How do you find the rate at the moment of a compound period (i:e: compound annually) ?

A

(annual rate/ 12 months) x numbers of months at compound period

27
Q

If an account has annual rate of 8%, compounds semiannually, what is the rate at the moment of compound period?

If an account has annual rate of 8%, compounds quarterly, what is the rate at the moment of compound period?

A

(8%/12 ) x 6 = 4% first 6 months & 4% the rest of the year
(8%/12 ) x 3 = 2% each quarter
Note: the total of each month rate needs to sum up to 8%

28
Q

What does “each was paid in proportion to the number of hours he or she worked” mean?

A

That total amount paid x (the number of hours per person/ total number of hours for everyone) or
Each is paid at the same rate $/hour

29
Q

How does the increase (or decrease) in constant rate differ from a fix amount?

A

Increase/decrease in constant rate = increases (or decreases) by a fixed percentage in a given time interval.
- a(2) = k a (1)….a(3) = k a(2)….a(n) = a(1) x k^(n-1)

Increase/Decrease by a fix amount = Consecutive Sequence: a(n) = a(1) + k (n-1)

30
Q

How do we know if the 9 times hard copies include its original number?

There were 36.000 hardback copies of a certain novel sold before the paperback version was issued. From the time 1st paperback copy was sold until the last copy of the novel was sold, 9 times as many paperpack copies has hardback copies were sold.

A

The problem quite explitcitly indicates that during the specific period (2nd sentence), paperback is 9 times of the only number of hardback copies for the period that paperback copies were sold.

31
Q

What is the hidden theme in this DS problem?
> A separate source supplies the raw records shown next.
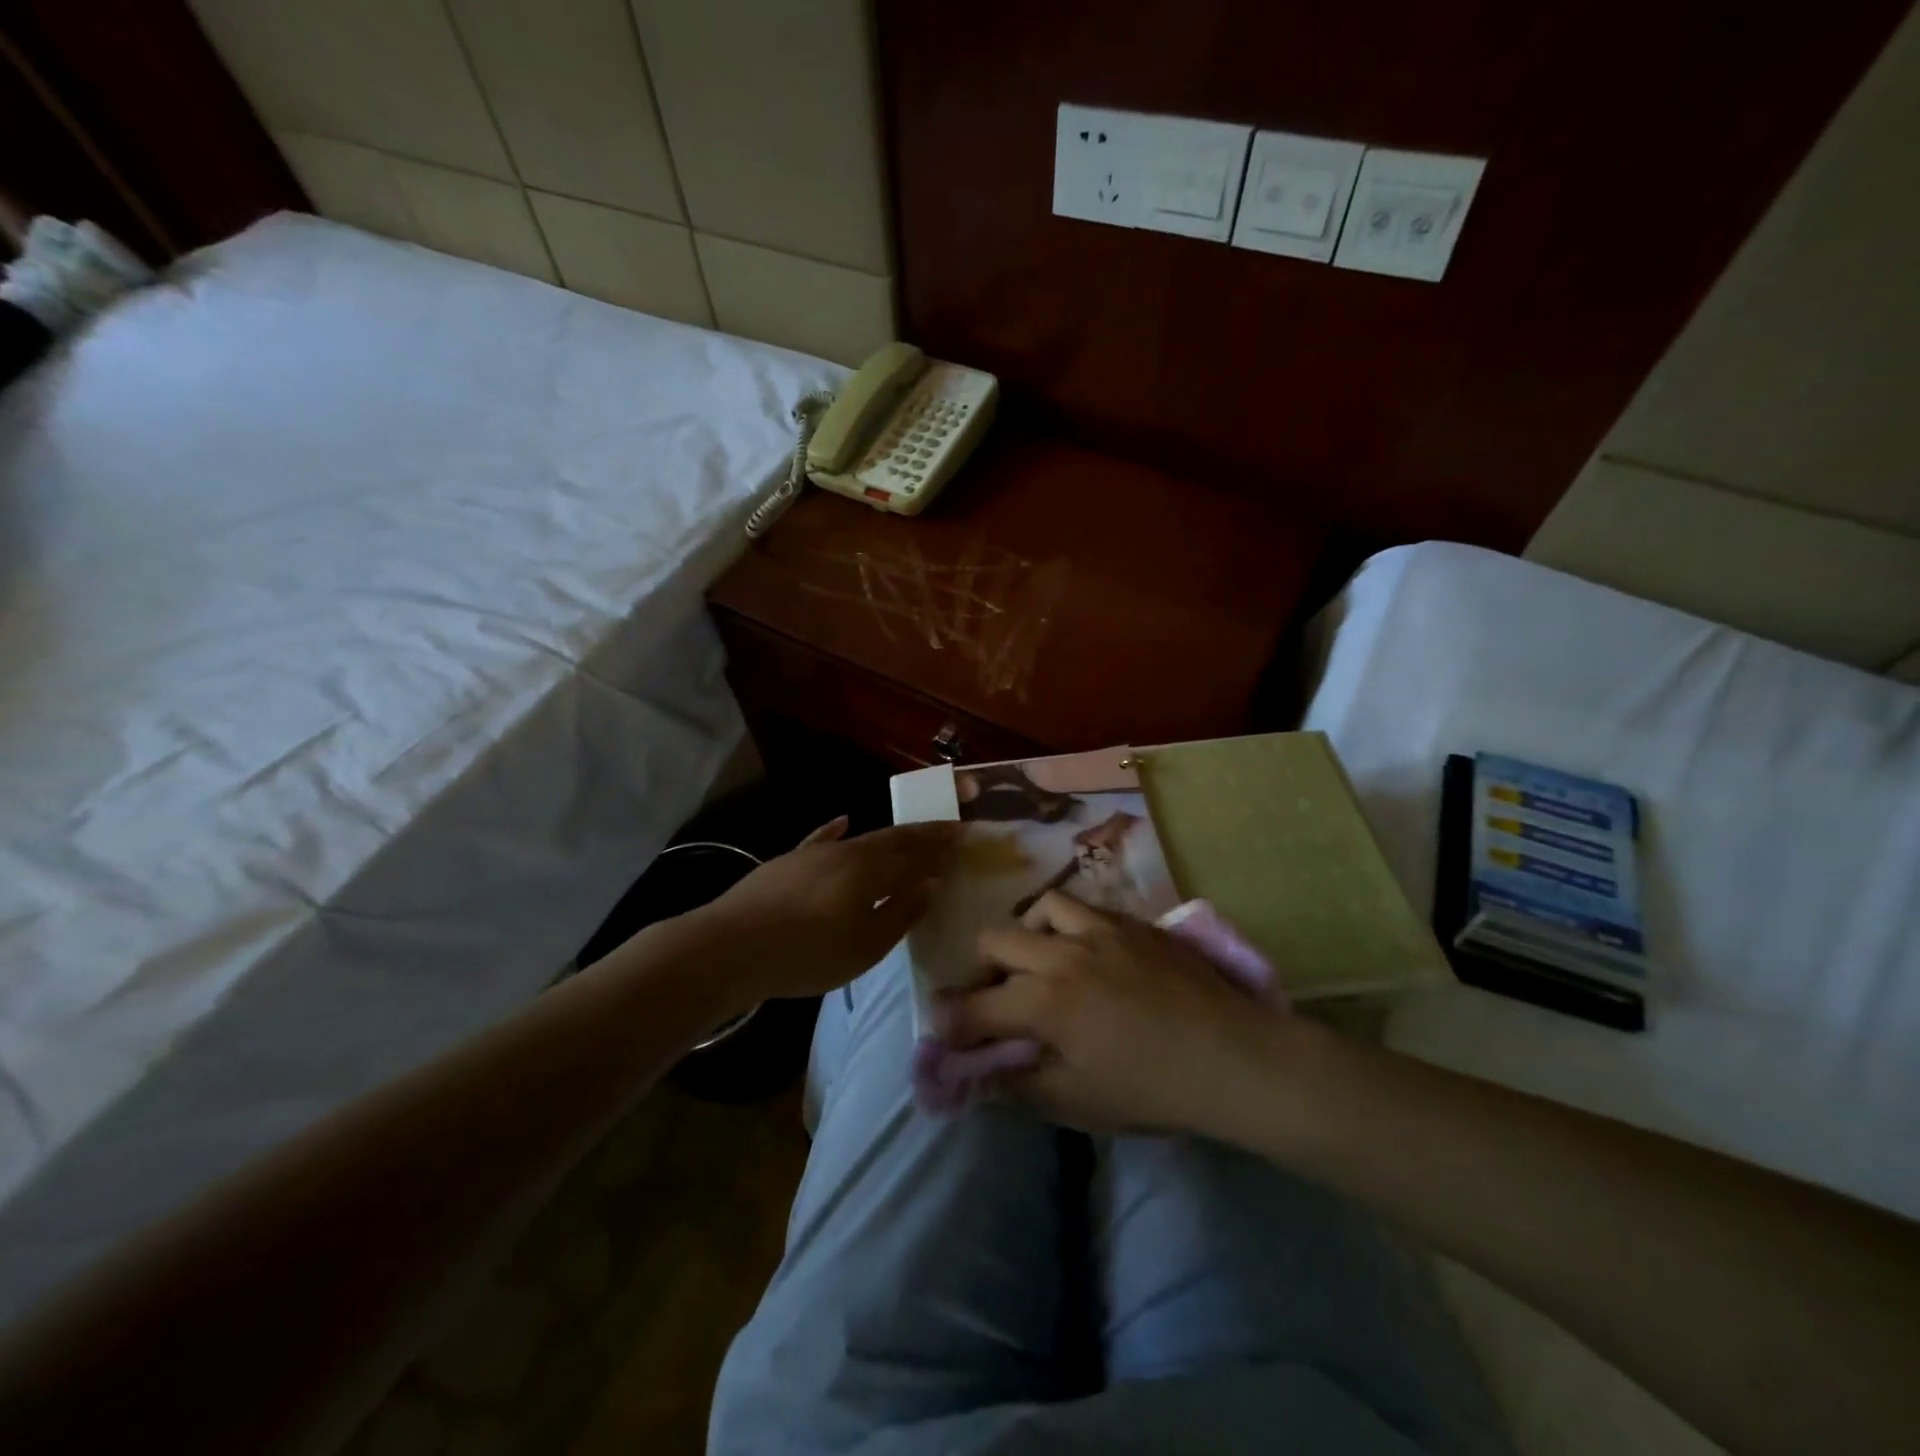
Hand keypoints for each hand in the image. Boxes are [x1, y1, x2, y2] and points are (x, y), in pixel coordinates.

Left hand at [690, 817, 960, 1002]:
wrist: (731, 947)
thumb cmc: (808, 953)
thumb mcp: (865, 945)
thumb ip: (900, 912)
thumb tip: (930, 883)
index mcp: (870, 870)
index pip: (915, 852)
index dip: (940, 844)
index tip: (964, 833)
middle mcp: (846, 851)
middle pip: (891, 838)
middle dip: (922, 834)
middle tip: (947, 828)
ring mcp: (814, 853)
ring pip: (861, 838)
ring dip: (889, 835)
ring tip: (908, 832)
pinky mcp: (788, 862)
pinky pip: (821, 839)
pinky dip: (836, 830)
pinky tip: (843, 820)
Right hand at [935, 891, 1306, 1135]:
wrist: (1233, 1057)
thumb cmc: (1153, 1089)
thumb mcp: (1079, 1103)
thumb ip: (1021, 1086)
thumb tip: (982, 1076)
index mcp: (1045, 1003)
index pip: (976, 1006)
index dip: (951, 1019)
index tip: (942, 1024)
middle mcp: (1062, 954)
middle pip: (995, 939)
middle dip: (980, 968)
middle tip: (994, 993)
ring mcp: (1100, 930)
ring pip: (1041, 908)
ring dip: (1028, 934)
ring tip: (1041, 959)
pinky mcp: (1132, 923)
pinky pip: (1085, 908)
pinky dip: (1069, 925)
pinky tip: (1087, 951)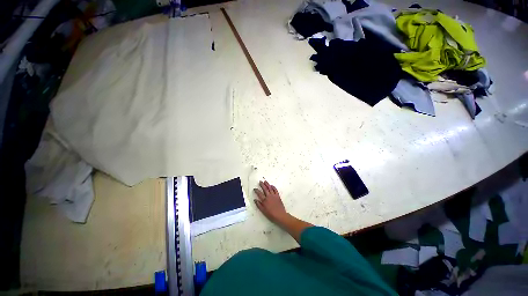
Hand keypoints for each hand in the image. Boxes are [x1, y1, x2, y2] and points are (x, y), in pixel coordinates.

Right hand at [253, 181, 287, 223]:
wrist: (280, 215)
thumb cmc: (271, 214)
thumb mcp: (263, 211)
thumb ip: (259, 205)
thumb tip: (255, 200)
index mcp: (265, 200)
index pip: (259, 194)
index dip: (256, 191)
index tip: (255, 189)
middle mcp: (269, 196)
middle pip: (265, 189)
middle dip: (262, 185)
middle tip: (260, 181)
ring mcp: (274, 196)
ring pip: (270, 188)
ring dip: (267, 184)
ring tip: (265, 181)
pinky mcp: (278, 196)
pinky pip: (275, 190)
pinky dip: (273, 187)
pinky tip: (272, 185)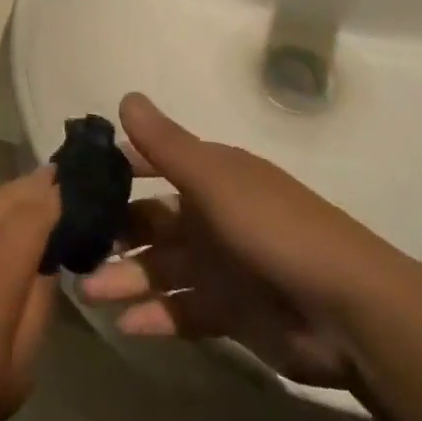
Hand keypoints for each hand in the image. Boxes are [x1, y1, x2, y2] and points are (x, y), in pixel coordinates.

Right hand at [78, 94, 407, 389]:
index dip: (116, 171)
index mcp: (212, 179)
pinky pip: (180, 311)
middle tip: (71, 250)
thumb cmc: (275, 230)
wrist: (350, 312)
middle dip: (113, 235)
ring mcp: (220, 267)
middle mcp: (211, 218)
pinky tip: (126, 324)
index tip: (73, 182)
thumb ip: (166, 144)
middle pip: (149, 224)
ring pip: (159, 270)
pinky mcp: (229, 313)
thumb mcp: (215, 180)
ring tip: (88, 293)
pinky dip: (154, 317)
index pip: (153, 166)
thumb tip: (125, 96)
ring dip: (125, 279)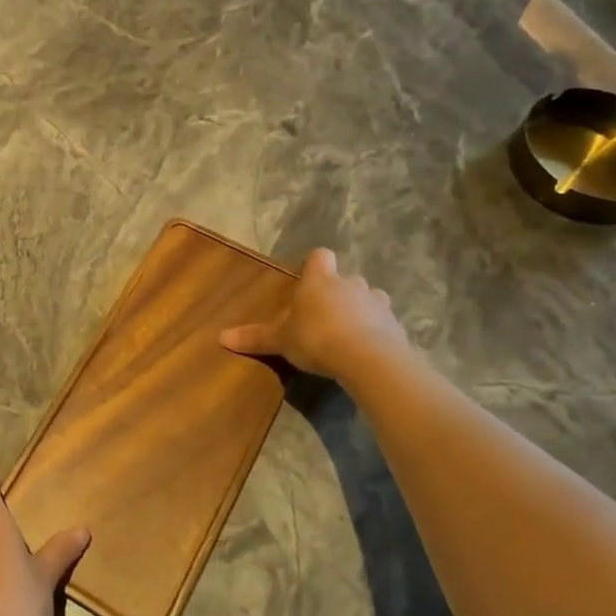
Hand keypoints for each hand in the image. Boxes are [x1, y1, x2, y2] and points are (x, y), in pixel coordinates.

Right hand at [219, 247, 407, 379]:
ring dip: (361, 310)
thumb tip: (220, 337)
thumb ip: (255, 338)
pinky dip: (377, 332)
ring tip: (349, 333)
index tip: (308, 279)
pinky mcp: (395, 325)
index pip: (320, 257)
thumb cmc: (316, 338)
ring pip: (369, 298)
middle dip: (338, 294)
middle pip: (346, 279)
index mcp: (320, 281)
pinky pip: (384, 323)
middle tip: (324, 316)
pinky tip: (367, 351)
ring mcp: (377, 303)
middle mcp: (350, 284)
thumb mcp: (280, 340)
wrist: (368, 358)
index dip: (315, 265)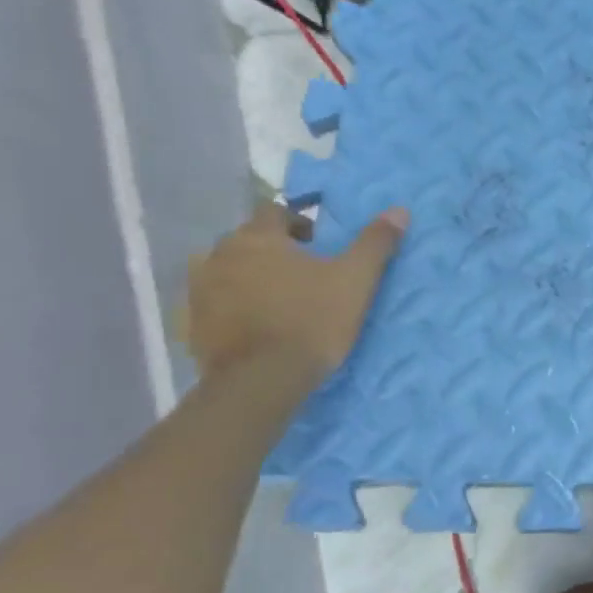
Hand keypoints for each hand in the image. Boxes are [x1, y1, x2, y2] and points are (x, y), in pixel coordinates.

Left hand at [184, 202, 408, 382]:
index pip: (274, 211)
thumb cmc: (312, 320)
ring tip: (277, 300)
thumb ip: (375, 242)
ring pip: (227, 271)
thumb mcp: (355, 280)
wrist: (262, 382)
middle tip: (303, 274)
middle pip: (248, 241)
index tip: (318, 244)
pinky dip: (232, 307)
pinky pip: (214, 304)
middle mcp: (219, 255)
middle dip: (273, 251)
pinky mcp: (192, 325)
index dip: (298, 223)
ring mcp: (199, 291)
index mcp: (257, 238)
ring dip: (248, 277)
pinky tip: (256, 326)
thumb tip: (399, 210)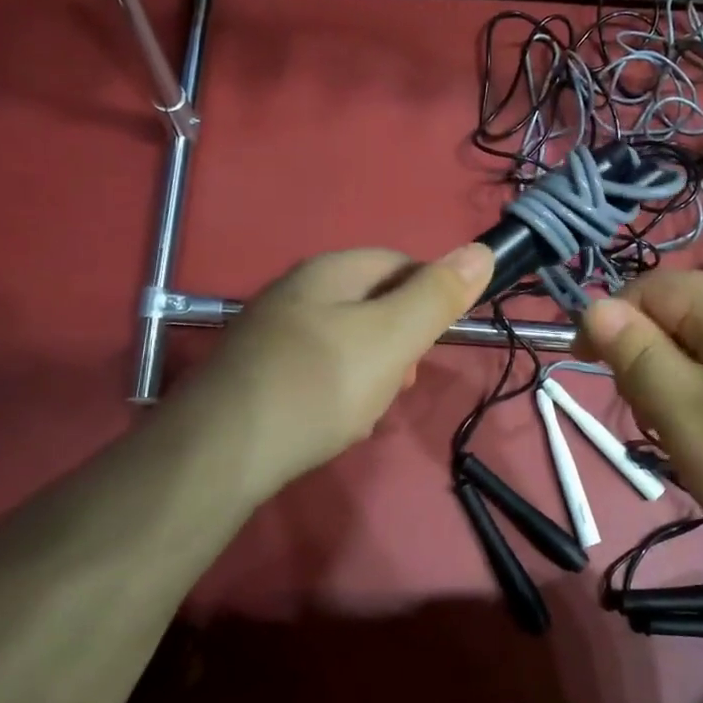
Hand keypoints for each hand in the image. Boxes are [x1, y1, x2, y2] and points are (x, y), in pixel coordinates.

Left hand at [194, 244, 492, 495]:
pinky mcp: (256, 373)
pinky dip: (335, 394)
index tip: (432, 342)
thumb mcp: (392, 337)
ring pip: (346, 343)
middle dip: (398, 344)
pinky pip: (315, 372)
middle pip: (372, 305)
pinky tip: (331, 424)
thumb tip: (481, 249)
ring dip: (369, 374)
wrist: (220, 452)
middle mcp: (296, 292)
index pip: (400, 263)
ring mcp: (271, 333)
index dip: (429, 298)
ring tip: (365, 412)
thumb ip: (437, 296)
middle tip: (398, 384)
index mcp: (330, 272)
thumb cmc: (318, 385)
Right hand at [577, 271, 702, 580]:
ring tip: (686, 439)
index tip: (590, 371)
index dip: (611, 322)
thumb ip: (636, 354)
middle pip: (677, 315)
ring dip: (675, 385)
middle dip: (647, 360)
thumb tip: (593, 305)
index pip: (650, 288)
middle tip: (651, 419)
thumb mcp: (684, 412)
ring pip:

A certain dealership has a number of cars to be sold by its salespeople. How many cars are to be sold?
(1) If each of the salespeople sells 4 of the cars, 23 cars will remain unsold.
(2) If each of the salespeople sells 6 of the cars, 5 cars will remain unsold.

A

Divisibility & Unit conversion:
- 4x + 23 = 6x + 5 -> number of salesperson
- Note the assumption: same # of hired salespeople & same # of cars sold.

32
Q

Of the 230 single-family homes built in City X last year, how many were occupied at the end of the year?
(1) Of all single-family homes in City X, 90 percent were occupied at the end of last year.
(2) A total of 7,200 single-family homes in City X were occupied at the end of last year.

A

1) Practice Quant reading just as how you do on Verbal section
2) No information relating to single-family homes built in either statements. Therefore, anwer is E

33
Q

Intuitively draw the conclusion about the rate relationship

It takes Machine X twice as long to produce the lot of cans as it takes Machines X and Y running simultaneously to produce the lot.

A

-taking twice as long then rate of Machine X is 1/2 the rate of both machine X & Y working together
- machine Y has the same constant rate as X: two identical machines cut down the time by half

34
Q

If a tank is leaking water at a constant rate of 3gal/hr, and became empty less than 12hrs. Does the tank contain more than 30 gallons of water?

A

Yes & No:
1) No: if the tank emptied at one hour, w/ constant rate of 3gal/hr, the tank contain 3 gal, which is less than 30
2) Yes: If the tank emptied at 11 hours, the tank would contain 33 gal, which is more than 30

35
Q

Tim and Élan are 90 miles away from one another. They are starting to move towards each other simultaneously, Tim at a speed of 10 Mph and Élan at a speed of 5 Mph. If every hour they double their speeds, what is the distance that Tim will pass until he meets Élan?

A

The fact that Tim & Elan both double their speeds every hours doesn’t change the original ratio of speed 2:1. Therefore, their distance must follow the ratio of 2:1 (as their travel time is the same)

36
Q

when you see double matrix…

In a certain group of 50 people, how many are doctors who have a law degree?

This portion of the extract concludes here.